*INSTRUCTIONS TO FOLLOW*
Answer with nothing but the number of lines in the listing below that contain "Argentales".
:: SUPPLIED RECORDS ::
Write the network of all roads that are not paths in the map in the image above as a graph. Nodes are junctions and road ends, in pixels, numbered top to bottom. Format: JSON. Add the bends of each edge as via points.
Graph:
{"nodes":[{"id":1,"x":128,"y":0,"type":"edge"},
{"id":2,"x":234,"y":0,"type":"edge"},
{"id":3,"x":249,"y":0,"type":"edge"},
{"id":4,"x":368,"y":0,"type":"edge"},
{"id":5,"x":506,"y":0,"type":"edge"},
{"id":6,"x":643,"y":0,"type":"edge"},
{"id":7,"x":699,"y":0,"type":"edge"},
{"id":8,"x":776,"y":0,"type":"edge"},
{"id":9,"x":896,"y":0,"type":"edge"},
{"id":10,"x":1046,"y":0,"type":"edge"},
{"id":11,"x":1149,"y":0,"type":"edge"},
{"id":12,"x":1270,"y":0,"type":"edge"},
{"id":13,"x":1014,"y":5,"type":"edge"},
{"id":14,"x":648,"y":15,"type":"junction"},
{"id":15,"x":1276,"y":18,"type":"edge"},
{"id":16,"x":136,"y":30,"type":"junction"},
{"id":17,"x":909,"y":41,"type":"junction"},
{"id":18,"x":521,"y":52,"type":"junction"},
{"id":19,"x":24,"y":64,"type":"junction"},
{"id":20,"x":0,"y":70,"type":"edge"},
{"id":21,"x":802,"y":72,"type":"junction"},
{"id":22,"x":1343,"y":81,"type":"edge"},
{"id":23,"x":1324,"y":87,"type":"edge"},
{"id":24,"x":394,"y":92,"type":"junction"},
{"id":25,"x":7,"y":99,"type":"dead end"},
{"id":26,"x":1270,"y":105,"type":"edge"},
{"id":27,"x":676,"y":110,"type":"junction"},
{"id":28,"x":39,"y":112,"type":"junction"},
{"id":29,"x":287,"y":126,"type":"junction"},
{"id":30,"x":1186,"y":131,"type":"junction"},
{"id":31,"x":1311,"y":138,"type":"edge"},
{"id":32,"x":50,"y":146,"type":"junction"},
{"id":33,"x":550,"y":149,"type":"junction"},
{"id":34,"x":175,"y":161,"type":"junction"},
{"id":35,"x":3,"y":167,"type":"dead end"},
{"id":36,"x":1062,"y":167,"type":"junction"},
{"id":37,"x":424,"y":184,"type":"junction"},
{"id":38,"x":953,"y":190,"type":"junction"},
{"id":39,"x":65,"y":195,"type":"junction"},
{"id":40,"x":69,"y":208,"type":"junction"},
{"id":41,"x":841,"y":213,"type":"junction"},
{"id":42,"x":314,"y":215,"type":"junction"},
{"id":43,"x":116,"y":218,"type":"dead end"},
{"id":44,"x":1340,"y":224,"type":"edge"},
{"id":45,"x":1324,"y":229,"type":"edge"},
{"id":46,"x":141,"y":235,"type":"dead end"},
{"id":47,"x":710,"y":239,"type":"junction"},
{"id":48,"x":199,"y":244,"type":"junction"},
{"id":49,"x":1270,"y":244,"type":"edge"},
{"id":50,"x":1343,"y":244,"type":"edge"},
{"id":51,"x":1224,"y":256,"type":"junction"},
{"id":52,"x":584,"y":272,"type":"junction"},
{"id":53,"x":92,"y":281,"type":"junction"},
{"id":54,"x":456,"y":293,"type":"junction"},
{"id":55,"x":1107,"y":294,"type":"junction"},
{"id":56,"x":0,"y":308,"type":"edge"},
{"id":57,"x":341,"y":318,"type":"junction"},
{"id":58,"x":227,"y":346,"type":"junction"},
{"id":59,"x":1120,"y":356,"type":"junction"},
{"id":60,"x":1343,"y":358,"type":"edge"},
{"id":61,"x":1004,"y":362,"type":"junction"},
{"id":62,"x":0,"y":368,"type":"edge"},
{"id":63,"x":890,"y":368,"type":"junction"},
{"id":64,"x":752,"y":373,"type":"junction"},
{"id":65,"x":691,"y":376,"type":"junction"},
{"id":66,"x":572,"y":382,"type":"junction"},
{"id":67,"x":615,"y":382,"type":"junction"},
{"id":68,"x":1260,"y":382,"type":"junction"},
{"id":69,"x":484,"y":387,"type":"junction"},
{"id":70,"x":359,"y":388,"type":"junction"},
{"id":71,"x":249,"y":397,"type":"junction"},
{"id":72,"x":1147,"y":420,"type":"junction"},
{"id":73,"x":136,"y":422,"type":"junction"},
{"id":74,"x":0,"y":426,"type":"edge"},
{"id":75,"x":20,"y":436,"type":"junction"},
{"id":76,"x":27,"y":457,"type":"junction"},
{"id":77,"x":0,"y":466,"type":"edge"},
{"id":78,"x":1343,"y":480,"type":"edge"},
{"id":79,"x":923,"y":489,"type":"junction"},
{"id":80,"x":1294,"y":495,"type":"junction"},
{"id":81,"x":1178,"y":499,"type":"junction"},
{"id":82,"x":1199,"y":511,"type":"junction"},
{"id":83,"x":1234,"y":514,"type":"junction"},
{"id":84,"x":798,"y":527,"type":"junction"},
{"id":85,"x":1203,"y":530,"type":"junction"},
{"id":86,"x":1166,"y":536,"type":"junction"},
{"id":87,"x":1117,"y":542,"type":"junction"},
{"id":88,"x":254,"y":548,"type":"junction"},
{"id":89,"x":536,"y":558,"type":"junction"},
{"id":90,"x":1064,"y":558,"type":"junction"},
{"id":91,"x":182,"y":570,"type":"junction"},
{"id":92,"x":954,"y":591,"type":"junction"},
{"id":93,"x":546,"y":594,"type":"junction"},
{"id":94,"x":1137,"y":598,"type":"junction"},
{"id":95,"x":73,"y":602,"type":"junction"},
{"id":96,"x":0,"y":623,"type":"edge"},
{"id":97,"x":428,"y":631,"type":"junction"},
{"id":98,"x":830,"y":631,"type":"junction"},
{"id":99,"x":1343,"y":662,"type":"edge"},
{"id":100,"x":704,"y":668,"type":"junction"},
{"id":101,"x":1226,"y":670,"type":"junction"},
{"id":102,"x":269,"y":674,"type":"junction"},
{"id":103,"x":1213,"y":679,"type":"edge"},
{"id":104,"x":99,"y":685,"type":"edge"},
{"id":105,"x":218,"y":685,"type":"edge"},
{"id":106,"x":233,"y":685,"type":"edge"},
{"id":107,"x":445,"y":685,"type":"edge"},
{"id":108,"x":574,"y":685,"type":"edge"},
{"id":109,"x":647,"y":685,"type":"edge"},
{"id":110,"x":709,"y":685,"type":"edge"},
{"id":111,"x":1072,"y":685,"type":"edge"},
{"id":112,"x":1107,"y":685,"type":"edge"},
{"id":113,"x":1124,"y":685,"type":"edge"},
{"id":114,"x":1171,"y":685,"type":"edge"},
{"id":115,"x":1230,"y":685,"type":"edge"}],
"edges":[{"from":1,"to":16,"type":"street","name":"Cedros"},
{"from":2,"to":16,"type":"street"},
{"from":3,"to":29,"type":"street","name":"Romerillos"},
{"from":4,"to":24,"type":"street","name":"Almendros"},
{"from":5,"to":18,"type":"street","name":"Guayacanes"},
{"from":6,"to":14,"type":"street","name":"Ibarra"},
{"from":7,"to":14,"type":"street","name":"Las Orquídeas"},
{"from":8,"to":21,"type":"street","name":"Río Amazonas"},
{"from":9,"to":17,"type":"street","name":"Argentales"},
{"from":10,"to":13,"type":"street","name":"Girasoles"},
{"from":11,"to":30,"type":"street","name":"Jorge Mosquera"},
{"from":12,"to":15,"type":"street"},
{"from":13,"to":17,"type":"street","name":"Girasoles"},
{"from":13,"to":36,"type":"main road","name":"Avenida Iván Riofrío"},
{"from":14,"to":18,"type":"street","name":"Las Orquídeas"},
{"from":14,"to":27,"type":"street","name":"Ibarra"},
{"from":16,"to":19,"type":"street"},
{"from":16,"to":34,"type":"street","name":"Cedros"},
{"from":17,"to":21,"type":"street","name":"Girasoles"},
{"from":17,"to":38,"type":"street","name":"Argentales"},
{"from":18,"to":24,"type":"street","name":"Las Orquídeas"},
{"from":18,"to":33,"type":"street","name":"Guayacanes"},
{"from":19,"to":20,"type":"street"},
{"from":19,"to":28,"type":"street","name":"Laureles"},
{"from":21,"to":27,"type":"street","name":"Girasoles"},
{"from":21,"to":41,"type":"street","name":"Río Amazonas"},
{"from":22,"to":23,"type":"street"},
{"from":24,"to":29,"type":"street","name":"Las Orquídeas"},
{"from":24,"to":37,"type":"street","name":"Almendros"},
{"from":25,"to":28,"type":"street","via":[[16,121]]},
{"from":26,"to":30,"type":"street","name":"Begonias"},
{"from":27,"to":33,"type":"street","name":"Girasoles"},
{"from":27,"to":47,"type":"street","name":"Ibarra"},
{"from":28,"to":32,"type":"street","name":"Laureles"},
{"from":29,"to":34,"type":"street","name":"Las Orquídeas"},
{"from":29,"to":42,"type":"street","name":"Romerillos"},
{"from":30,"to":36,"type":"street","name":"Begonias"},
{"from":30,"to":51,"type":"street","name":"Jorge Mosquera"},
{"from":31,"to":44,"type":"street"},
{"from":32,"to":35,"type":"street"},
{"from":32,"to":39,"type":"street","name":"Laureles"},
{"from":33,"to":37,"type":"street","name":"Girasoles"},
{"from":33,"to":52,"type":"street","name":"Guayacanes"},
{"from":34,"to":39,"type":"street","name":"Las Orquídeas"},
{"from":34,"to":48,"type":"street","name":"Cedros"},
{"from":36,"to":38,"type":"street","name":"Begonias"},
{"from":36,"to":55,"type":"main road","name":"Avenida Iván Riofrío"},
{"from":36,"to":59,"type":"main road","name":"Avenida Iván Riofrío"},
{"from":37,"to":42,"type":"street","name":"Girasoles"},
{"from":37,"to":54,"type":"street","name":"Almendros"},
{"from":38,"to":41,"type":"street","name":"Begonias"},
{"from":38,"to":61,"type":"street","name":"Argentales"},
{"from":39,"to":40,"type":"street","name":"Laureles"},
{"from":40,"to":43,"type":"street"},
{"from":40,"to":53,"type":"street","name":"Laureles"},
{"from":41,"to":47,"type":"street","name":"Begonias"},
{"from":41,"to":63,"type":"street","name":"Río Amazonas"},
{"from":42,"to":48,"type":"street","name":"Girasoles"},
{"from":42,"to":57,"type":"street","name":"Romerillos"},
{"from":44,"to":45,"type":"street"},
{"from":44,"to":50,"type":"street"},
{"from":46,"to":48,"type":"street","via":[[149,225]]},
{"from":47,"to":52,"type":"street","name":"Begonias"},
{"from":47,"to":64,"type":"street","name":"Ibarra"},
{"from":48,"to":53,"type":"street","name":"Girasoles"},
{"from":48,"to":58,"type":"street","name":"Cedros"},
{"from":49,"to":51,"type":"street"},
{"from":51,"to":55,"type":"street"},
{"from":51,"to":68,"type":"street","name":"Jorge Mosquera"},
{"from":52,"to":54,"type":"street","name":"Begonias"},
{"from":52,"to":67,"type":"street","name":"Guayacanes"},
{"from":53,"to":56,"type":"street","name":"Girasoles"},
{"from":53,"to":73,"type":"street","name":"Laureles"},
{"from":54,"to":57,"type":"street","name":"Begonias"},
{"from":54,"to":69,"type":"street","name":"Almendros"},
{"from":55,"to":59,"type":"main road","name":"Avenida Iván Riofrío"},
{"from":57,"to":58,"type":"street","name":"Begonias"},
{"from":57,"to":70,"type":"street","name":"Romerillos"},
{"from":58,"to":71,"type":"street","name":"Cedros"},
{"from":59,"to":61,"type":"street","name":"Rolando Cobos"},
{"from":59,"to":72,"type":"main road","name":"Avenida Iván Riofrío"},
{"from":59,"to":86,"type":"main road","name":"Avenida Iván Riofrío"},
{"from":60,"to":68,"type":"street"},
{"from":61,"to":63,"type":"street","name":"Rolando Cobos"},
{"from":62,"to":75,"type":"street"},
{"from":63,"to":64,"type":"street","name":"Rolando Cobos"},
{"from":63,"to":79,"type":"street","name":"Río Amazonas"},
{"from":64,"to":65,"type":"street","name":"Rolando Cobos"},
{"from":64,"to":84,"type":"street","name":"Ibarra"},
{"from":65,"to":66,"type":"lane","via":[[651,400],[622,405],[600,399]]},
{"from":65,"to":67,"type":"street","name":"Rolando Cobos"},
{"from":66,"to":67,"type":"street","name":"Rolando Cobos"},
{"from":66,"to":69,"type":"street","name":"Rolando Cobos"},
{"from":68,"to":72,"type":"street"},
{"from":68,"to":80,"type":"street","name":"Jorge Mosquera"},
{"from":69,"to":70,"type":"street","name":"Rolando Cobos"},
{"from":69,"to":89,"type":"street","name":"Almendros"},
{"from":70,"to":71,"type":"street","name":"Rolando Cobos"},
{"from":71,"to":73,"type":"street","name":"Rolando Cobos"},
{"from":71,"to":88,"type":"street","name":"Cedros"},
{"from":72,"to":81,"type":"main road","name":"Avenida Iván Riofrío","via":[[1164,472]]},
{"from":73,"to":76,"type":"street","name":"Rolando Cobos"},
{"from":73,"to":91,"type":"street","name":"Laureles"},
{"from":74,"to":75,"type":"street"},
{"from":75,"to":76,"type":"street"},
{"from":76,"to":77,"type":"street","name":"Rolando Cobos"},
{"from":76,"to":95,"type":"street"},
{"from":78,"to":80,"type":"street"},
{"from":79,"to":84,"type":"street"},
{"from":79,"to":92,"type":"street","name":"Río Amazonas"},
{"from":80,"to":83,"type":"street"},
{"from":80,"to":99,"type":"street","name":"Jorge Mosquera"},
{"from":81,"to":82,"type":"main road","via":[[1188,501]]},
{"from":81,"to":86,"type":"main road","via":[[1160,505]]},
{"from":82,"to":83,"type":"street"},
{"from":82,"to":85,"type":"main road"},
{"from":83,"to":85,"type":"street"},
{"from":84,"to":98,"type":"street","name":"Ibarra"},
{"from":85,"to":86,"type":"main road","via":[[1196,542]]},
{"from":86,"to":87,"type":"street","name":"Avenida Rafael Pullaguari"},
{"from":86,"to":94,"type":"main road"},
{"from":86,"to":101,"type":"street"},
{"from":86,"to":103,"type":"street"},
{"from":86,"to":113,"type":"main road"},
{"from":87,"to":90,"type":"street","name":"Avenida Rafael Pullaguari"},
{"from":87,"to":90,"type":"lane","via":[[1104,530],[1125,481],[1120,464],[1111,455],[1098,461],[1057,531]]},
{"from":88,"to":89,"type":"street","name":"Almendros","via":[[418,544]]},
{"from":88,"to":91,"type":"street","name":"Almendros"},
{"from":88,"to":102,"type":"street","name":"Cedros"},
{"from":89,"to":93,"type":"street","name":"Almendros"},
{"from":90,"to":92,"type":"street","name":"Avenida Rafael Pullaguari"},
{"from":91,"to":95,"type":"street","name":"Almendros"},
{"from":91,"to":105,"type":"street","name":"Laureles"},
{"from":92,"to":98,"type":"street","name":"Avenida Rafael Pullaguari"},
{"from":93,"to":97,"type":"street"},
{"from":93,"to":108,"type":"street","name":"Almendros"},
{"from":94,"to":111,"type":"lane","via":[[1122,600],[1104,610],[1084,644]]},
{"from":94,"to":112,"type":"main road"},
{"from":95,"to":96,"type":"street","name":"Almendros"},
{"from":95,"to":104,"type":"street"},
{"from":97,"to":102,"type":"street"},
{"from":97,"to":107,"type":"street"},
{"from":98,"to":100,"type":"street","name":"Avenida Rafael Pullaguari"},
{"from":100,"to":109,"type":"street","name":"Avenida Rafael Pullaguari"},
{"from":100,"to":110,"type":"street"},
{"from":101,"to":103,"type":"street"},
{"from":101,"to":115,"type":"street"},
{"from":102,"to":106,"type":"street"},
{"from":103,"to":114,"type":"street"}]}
:::
*ANSWER TO THIS TASK*
3